WHAT YOU HAVE TO DO ▸
None of the images should appear in your copy. Transcribe the data in full.

DATASET CONTENT ▸
<<<<
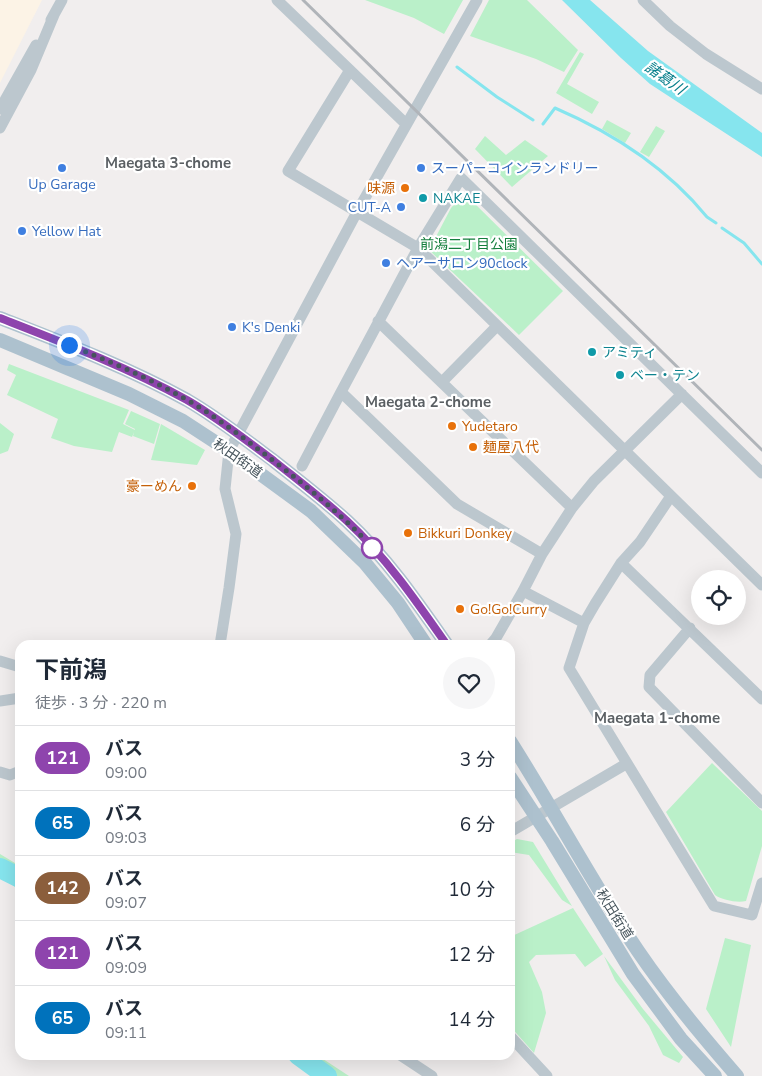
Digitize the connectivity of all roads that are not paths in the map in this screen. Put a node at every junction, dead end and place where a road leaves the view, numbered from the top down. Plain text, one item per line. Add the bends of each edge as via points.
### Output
1 (62, 0) edge
2 (277, 0) edge
3 (476, 0) edge
4 (642, 0) edge
5 (54, 15) junction
6 (350, 70) junction
7 (762, 89) edge
8 (0, 109) edge
9 (406, 124) junction
10 (0, 128) edge
11 (356, 212) junction
12 (418, 248) junction
13 (0, 318) edge
14 (378, 321) junction
15 (497, 326) junction
16 (0, 340) edge
17 (442, 382) junction
18 (342, 392) junction
19 (682, 394) junction
20 (238, 434) junction
21 (229, 451) junction
22 (625, 452) junction
23 (302, 466) dead end
24 (762, 473) edge
25 (671, 496) junction
26 (572, 508) junction
27 (542, 554) junction
28 (622, 563) junction
29 (762, 585) edge
30 (523, 591) junction
31 (584, 623) junction
32 (690, 628) junction
33 (221, 640) edge
34 (423, 640) edge
35 (444, 640) edge
36 (493, 640) edge
37 (0, 661) edge
38 (15, 666) edge
39 (762, 698) edge
40 (15, 699) edge
41 (0, 701) edge
42 (515, 749) edge
43 (626, 764) junction
44 (0, 772) edge
45 (15, 773) edge
46 (515, 785) edge
47 (762, 803) edge
48 (550, 808) junction
49 (536, 817) junction
50 (515, 829) edge
51 (762, 883) edge
52 (515, 1041) edge
53 (408, 1060) edge
54 (432, 1076) edge
55 (547, 1076) edge
56 (715, 1076) edge
57 (737, 1076) edge

1 - 5 street
2 - 6 street
3 - 9 street
4 - 7 street via 706,54
5 - 8 street
5 - 10 street via 31,70
6 - 9 street
6 - 11 street via 288,171
9 - 11 street
11 - 12 street
11 - 20 street
12 - 14 street
12 - 15 street
12 - 19 street via 461,178
13 - 20 main road, 秋田街道 via 142,377 188,401
14 - 17 street
14 - 18 street
15 - 17 street
15 - 22 street
16 - 21 main road, 秋田街道 via 129,394 183,421
17 - 26 street
18 - 23 street
18 - 27 street via 458,504
19 - 22 street
19 - 24 street
20 - 21 street
20 - 35 main road, 秋田街道 via 349,523 414,596
21 - 33 street via 225,489 236,534
21 - 34 main road, 秋田街道 via 311,511 365,563
22 - 25 street
22 - 26 street via 594,481
25 - 28 street
25 - 29 street
26 - 27 street
27 - 30 street
28 - 31 street
28 - 32 street
30 - 31 street
30 - 36 street
31 - 43 street via 569,668
32 - 39 street
32 - 47 street via 650,675 649,687
37 - 38 street
40 - 41 street
42 - 48 main road, 秋田街道
43 - 48 street
43 - 51 street via 714,906 752,915
44 - 45 street
46 - 49 main road, 秋田街道
48 - 49 street
48 - 57 main road, 秋田街道 via 638,951 706,1041
49 - 50 street
49 - 56 main road, 秋田街道 via 634,974 681,1039
52 - 55 street
53 - 54 street

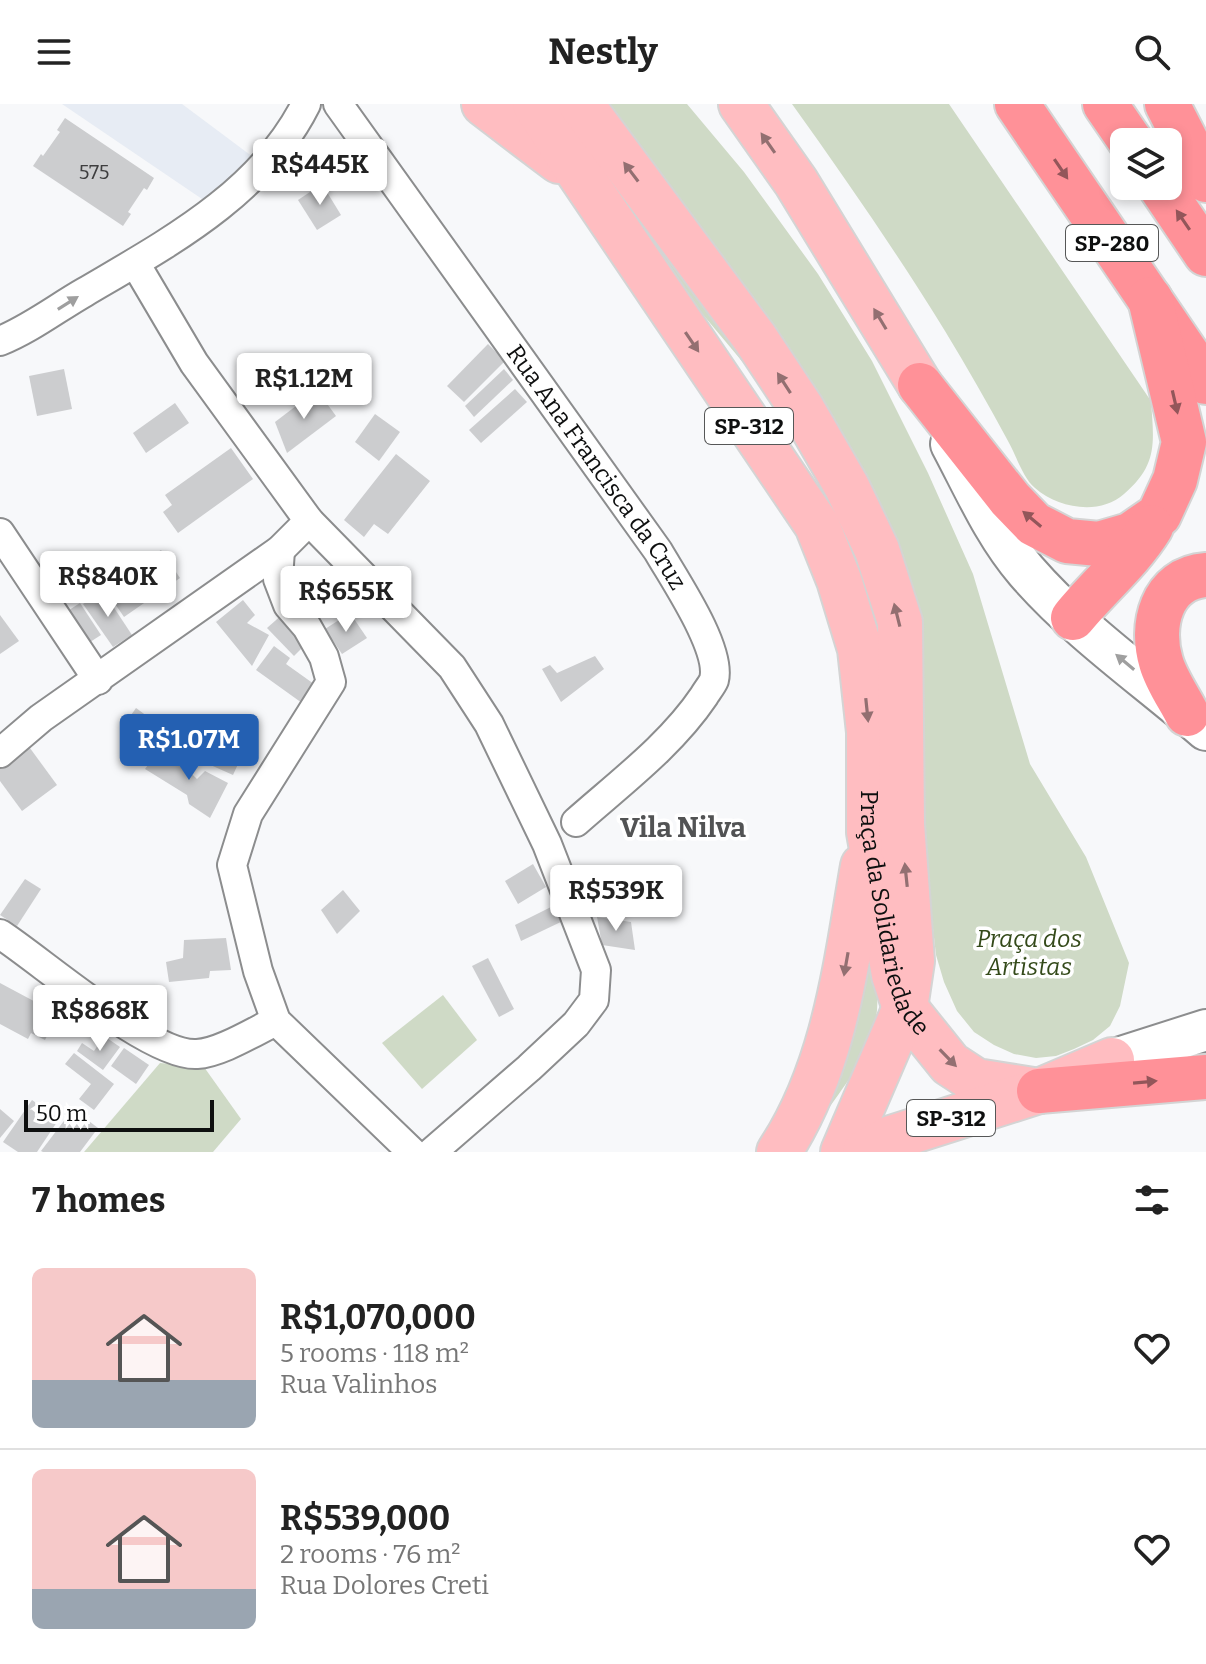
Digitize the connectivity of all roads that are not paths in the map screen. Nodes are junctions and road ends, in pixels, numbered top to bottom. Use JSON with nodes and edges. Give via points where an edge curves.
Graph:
>>>>
OUTPUT OF THE TASK ▸
Digitize the connectivity of all roads that are not paths in the map in this screen. Put a node at every junction, dead end and place where a road leaves the view, numbered from the top down. Plain text, one item per line. Add the bends of each edge as via points.
### Output
1 (62, 0) edge
2 (277, 0) edge
3 (476, 0) edge
4 (642, 0) edge
5 (54, 15) junction
6 (350, 70) junction
7 (762, 89) edge
8 (0, 109) edge
9 (406, 124) junction
10 (0, 128) edge
11 (356, 212) junction
12 (418, 248) junction
13 (0, 318) edge
14 (378, 321) junction
15 (497, 326) junction
16 (0, 340) edge
17 (442, 382) junction
18 (342, 392) junction
19 (682, 394) junction
20 (238, 434) junction
21 (229, 451) junction
22 (625, 452) junction
23 (302, 466) dead end
24 (762, 473) edge
25 (671, 496) junction
26 (572, 508) junction
27 (542, 554) junction
28 (622, 563) junction
29 (762, 585) edge
30 (523, 591) junction
31 (584, 623) junction
32 (690, 628) junction
33 (221, 640) edge
34 (423, 640) edge
35 (444, 640) edge
36 (493, 640) edge
37 (0, 661) edge
38 (15, 666) edge
39 (762, 698) edge
40 (15, 699) edge
41 (0, 701) edge
42 (515, 749) edge
43 (626, 764) junction
44 (0, 772) edge
45 (15, 773) edge
46 (515, 785) edge
47 (762, 803) edge
48 (550, 808) junction
49 (536, 817) junction
50 (515, 829) edge
51 (762, 883) edge
52 (515, 1041) edge
53 (408, 1060) edge
54 (432, 1076) edge
55 (547, 1076) edge
56 (715, 1076) edge
57 (737, 1076) edge

1 - 5 street
2 - 6 street
3 - 9 street
4 - 7 street via 706,54
5 - 8 street
5 - 10 street via 31,70
6 - 9 street
6 - 11 street via 288,171
9 - 11 street
11 - 12 street
11 - 20 street
12 - 14 street
12 - 15 street
12 - 19 street via 461,178
13 - 20 main road, 秋田街道 via 142,377 188,401
14 - 17 street
14 - 18 street
15 - 17 street
15 - 22 street
16 - 21 main road, 秋田街道 via 129,394 183,421
17 - 26 street
18 - 23 street
18 - 27 street via 458,504
19 - 22 street
19 - 24 street
20 - 21 street
20 - 35 main road, 秋田街道 via 349,523 414,596
21 - 33 street via 225,489 236,534
21 - 34 main road, 秋田街道 via 311,511 365,563
22 - 25 street
22 - 26 street via 594,481
25 - 28 street
25 - 29 street
26 - 27 street
27 - 30 street
28 - 31 street
28 - 32 street
30 - 31 street
30 - 36 street
31 - 43 street via 569,668
32 - 39 street
32 - 47 street via 650,675 649,687
37 - 38 street
40 - 41 street
42 - 48 main road, 秋田街道
43 - 48 street
43 - 51 street via 714,906 752,915
44 - 45 street
46 - 49 main road, 秋田街道
48 - 49 street
48 - 57 main road, 秋田街道 via 638,951 706,1041
49 - 50 street
49 - 56 main road, 秋田街道 via 634,974 681,1039
52 - 55 street
53 - 54 street

Digitize the connectivity of all roads that are not paths in the map screen. Nodes are junctions and road ends, in pixels, numbered top to bottom. Use JSON with nodes and edges. Give via points where an edge curves.
Graph:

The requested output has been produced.